Perform the following steps to activate authorization checks.

  1. Access the ES Repository system properties as described under Additional Manual Configuration.

  2. Search for the following properties:

    • com.sap.aii.util.server.auth.activation: To define user roles

    • com.sap.aii.ib.server.acl.enable: To define authorizations

  3. Set these properties to true and save your settings.

    Based on the value defined for authorizations and user roles, the system performs the following actions:

    Value of com.sap.aii.ib.server.acl.enable (Authorizations)

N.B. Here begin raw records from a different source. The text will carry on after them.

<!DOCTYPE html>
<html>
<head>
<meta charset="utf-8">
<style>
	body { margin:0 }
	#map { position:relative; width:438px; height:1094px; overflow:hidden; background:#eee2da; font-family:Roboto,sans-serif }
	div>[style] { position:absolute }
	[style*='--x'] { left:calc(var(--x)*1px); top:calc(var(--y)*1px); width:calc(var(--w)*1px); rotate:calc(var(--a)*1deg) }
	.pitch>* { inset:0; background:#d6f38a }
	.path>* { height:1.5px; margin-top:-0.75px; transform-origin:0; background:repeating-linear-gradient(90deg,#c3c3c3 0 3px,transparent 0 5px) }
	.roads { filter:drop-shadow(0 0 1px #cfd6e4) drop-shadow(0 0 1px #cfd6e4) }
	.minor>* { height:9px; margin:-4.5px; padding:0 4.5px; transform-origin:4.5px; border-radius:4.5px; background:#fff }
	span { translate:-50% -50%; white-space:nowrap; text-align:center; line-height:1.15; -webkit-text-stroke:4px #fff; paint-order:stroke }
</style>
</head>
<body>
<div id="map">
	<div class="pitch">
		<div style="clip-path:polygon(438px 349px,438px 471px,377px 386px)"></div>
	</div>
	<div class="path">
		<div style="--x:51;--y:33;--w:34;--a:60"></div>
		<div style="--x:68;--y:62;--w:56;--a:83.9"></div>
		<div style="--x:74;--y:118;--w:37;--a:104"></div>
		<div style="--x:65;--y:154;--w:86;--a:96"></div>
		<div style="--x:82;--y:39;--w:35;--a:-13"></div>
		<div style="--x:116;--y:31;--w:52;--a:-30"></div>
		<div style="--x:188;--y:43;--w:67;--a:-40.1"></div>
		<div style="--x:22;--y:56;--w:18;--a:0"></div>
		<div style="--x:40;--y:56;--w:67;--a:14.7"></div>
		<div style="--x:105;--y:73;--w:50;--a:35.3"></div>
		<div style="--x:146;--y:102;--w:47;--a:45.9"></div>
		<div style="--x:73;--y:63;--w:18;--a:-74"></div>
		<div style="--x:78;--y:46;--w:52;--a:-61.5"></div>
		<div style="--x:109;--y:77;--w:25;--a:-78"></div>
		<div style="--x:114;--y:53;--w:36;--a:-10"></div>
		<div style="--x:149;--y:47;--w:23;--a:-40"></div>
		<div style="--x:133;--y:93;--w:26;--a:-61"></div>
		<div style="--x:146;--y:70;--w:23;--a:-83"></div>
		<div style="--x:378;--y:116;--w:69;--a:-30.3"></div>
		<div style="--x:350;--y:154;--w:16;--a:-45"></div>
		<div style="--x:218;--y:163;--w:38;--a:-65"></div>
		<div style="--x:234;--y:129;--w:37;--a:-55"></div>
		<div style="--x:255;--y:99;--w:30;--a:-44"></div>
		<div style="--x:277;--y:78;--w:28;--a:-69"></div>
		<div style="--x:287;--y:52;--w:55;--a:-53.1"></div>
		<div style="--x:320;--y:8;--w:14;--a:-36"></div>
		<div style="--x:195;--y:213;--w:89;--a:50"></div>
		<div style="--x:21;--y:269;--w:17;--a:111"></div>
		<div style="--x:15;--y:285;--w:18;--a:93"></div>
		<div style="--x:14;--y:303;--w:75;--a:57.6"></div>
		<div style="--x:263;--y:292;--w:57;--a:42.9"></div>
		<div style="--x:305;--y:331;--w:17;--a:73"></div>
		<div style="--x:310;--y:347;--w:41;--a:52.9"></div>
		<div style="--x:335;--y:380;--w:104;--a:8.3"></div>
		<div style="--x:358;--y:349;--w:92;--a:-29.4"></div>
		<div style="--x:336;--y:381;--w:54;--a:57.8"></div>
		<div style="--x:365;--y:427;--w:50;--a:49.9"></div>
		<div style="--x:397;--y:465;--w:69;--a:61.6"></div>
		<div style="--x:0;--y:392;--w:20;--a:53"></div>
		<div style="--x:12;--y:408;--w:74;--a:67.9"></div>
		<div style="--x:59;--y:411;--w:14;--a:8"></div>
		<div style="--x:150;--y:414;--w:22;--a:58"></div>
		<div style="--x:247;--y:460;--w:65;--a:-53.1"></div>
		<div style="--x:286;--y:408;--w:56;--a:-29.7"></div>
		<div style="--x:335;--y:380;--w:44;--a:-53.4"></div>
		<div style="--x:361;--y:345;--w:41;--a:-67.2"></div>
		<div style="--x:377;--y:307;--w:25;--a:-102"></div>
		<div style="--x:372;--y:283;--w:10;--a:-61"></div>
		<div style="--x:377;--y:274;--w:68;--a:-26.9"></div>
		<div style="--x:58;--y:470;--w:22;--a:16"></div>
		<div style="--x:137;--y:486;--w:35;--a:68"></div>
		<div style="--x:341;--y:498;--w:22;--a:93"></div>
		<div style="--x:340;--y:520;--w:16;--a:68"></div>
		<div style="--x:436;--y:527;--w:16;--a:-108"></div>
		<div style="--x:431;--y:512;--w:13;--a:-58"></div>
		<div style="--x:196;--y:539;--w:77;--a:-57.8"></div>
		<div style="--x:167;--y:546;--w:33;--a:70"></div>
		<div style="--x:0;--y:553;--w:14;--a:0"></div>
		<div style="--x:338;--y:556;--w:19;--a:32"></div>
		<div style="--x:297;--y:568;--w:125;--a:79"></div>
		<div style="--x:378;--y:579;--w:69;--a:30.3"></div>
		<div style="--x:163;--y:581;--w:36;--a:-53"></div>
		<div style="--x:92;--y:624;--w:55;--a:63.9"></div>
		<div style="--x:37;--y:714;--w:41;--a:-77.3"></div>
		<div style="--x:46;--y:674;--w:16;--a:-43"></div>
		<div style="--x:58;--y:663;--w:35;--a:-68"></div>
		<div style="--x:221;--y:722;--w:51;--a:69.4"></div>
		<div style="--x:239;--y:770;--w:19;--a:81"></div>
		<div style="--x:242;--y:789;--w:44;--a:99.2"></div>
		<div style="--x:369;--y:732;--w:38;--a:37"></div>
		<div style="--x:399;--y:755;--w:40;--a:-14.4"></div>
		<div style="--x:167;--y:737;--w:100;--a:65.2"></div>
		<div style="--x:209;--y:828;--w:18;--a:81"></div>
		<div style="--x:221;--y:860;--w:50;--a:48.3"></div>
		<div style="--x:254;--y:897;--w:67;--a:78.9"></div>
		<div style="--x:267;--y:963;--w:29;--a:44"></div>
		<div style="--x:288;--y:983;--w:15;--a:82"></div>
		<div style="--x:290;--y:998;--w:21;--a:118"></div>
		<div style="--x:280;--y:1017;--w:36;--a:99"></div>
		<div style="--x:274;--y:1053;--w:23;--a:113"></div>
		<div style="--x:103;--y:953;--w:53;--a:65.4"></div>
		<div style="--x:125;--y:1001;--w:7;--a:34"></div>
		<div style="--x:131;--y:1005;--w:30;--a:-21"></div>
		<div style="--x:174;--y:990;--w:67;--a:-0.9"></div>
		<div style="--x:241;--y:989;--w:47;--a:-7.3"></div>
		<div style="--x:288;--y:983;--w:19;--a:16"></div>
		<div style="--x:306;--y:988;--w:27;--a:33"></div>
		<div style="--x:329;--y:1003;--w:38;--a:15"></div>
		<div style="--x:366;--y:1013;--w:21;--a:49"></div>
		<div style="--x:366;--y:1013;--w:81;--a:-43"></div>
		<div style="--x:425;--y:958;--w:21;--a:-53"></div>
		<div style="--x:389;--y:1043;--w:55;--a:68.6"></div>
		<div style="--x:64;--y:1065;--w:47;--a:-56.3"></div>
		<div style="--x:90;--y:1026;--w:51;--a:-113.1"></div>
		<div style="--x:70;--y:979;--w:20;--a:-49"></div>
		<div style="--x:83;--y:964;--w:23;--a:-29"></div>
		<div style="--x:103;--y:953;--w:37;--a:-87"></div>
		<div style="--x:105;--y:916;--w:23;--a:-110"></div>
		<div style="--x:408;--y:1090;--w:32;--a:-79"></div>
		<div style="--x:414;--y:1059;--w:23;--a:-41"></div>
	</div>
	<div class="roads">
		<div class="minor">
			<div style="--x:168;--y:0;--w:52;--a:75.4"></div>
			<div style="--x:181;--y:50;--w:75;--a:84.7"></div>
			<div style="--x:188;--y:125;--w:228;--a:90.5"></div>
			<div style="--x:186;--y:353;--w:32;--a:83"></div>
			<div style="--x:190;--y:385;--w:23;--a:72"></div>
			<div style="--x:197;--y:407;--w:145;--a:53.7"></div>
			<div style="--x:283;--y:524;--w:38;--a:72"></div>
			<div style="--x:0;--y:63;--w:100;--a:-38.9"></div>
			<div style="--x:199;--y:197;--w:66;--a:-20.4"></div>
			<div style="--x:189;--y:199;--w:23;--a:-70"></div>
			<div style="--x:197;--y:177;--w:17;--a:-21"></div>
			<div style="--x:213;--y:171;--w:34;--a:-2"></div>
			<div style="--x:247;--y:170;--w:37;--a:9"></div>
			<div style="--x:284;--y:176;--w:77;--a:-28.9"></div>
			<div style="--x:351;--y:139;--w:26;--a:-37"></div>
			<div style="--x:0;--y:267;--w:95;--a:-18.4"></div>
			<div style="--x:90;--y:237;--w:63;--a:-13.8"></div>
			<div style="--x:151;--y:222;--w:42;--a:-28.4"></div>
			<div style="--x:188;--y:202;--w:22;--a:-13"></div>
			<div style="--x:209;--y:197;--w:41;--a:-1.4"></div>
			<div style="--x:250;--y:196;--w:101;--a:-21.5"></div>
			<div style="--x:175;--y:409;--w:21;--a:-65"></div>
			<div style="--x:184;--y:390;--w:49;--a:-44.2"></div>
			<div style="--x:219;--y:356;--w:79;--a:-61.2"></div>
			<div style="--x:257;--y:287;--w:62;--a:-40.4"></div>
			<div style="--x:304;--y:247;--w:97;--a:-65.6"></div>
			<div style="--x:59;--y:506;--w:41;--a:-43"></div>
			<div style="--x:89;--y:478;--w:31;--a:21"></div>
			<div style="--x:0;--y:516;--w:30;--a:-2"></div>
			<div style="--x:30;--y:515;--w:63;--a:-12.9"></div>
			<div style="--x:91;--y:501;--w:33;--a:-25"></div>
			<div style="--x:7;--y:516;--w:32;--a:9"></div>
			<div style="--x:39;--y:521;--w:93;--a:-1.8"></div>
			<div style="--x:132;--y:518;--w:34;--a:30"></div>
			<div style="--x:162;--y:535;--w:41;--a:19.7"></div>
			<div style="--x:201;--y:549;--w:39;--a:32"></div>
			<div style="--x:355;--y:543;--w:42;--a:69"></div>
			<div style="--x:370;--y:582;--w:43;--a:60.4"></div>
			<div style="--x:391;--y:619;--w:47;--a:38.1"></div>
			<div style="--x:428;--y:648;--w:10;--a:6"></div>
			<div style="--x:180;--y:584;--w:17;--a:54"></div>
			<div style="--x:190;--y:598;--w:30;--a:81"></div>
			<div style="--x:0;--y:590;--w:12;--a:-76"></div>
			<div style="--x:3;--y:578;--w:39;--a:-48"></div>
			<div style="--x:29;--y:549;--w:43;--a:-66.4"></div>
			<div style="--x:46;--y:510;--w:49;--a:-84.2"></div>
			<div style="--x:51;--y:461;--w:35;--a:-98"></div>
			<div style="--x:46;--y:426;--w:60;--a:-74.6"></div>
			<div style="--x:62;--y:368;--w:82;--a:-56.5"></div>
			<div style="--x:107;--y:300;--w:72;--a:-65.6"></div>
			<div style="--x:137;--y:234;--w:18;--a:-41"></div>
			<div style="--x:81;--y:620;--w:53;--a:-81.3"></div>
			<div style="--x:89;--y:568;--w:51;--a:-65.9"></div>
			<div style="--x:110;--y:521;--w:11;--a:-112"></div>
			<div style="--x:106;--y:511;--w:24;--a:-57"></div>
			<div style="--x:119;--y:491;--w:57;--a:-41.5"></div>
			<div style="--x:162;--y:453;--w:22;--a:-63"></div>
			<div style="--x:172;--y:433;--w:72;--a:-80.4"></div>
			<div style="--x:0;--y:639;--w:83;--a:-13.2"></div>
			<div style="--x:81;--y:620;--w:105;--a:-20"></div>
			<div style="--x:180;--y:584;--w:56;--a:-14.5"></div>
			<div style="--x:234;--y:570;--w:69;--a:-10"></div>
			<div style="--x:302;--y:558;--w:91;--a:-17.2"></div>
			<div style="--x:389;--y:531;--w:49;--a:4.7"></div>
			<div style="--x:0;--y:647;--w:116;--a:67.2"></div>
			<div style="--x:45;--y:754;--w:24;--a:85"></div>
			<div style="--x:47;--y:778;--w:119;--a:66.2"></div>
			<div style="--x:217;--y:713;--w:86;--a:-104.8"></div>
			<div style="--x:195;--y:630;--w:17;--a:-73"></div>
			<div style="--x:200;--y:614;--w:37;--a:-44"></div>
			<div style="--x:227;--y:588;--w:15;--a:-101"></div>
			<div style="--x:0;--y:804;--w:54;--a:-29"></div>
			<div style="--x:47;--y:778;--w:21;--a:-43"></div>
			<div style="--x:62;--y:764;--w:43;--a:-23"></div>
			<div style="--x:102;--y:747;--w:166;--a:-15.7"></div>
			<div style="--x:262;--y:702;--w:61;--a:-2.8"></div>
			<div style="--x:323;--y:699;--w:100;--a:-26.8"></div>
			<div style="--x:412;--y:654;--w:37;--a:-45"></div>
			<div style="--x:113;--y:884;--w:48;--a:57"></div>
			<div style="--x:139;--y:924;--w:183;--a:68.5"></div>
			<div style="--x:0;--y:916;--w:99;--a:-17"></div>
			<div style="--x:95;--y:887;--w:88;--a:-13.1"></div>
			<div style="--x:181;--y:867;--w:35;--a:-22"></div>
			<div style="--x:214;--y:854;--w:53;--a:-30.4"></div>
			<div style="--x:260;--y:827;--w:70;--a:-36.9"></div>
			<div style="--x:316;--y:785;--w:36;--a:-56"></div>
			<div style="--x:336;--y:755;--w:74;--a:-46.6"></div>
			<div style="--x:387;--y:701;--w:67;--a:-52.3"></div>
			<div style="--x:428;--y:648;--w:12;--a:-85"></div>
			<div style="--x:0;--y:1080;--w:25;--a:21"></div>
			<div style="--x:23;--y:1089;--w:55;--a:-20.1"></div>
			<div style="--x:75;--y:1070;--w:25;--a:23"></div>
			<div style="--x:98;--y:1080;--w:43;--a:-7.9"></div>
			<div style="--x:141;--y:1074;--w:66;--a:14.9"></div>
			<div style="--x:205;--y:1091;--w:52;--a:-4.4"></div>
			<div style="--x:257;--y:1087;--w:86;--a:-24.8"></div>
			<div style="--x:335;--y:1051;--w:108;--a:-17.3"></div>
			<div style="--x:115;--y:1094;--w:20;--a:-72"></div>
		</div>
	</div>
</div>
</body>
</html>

    Value of com.sap.aii.util.server.auth.activation (User Roles)

    Action in ES Builder

    False

    False

    Both authorizations and user roles are disabled. All users have permissions to create, edit, and delete objects.

    False

    True

    User roles are enabled.

    True

    False

    Authorizations are enabled. However, if no authorizations are defined, users will not have permissions to create, edit, and delete objects. To perform any of these actions, you should define authorizations.

    True

    True

    Both authorizations and user roles are enabled.

    If authorizations are defined, the system grants permissions based on the defined authorizations and not the user roles. However, if no authorizations are defined, the system checks for the user roles and permissions are granted accordingly.